A mnoznik ma do tego tyle ,ze ludzie na wiekszych lvlach maja wiecej kasy (wiekszy loot) wieksze i mocniejsze lvle postaci. A wiec sa bardziej gotowi do wojny niz 50 sorki bez kasy, co za tym idzie jest wieksza i czestsza wojna.
A propo wejscia na server KGB, moim zdaniem wbicie na server poczatkowym teamem 50 osob(nie wazne, ze low lvle) na serv gdzie nie bylo teamu, zeby kiedykolwiek bylo 15 osob na battle nie jest zadnym wyzwaniem i wcale nie jest realistyczne.
Co do expa rate i ilosci OB, no wiadomo, ze na wyzszym rate jest wiecej OB, ale po co OB codziennie? Wedlug mnie lepiej, jesli te OB cos znacza, jesli padnie 20 osob na wysokim exp rate to nikt sie tym nawet zbytnio nie przejmie, natomiast na niskim rate, rany beda znaczace.
Ktos tam pisal o szacunku w czasach 7.4 oraz na servach z niskim exp rate, prawde mowiac exp rate nic nie zmienia, wszystko zalezy od ludzi. Poczatkowo byl fajny klimat i wiadomo, ze wrogowie nie byli "przyjaciolmi", ale jednak jakis tam szacunek byl.

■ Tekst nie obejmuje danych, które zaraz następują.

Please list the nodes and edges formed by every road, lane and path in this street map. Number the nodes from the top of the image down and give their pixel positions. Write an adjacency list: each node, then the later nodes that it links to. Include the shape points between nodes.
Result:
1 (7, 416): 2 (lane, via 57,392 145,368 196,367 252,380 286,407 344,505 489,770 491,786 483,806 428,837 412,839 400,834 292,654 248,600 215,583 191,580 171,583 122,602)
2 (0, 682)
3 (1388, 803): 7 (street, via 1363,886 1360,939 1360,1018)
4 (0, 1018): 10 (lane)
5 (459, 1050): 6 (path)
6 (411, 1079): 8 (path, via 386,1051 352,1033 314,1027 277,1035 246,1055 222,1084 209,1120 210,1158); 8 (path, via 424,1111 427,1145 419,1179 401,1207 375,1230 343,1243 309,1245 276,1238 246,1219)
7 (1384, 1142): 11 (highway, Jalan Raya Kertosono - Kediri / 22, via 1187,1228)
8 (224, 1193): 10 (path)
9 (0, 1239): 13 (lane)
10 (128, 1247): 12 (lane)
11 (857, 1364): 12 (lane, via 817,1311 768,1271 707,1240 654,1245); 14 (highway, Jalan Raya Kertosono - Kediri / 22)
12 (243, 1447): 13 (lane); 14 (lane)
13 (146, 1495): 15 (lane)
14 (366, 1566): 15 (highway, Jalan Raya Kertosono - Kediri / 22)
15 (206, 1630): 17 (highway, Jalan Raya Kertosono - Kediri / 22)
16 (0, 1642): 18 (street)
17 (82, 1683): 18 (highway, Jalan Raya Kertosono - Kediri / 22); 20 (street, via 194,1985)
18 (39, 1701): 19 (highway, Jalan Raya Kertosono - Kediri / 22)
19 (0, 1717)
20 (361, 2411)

Pare miesiecy pozniej, po przyjsciu pewnych osob (duzo randomow, teamy dzieci i no lifów) klimat sie bardzo popsul, na forum zaczelo sie wyzywanie, szczegolnie graczy uczestniczacych w wojnie, generalnie rzecz biorac dziecinada, w ktora latwo mozna bylo sie wciagnac.:P Wiec, jak widzisz szacunek do innych graczy, zalezy od typu czlowieka, a nie od tego jaki jest exp rate na servie.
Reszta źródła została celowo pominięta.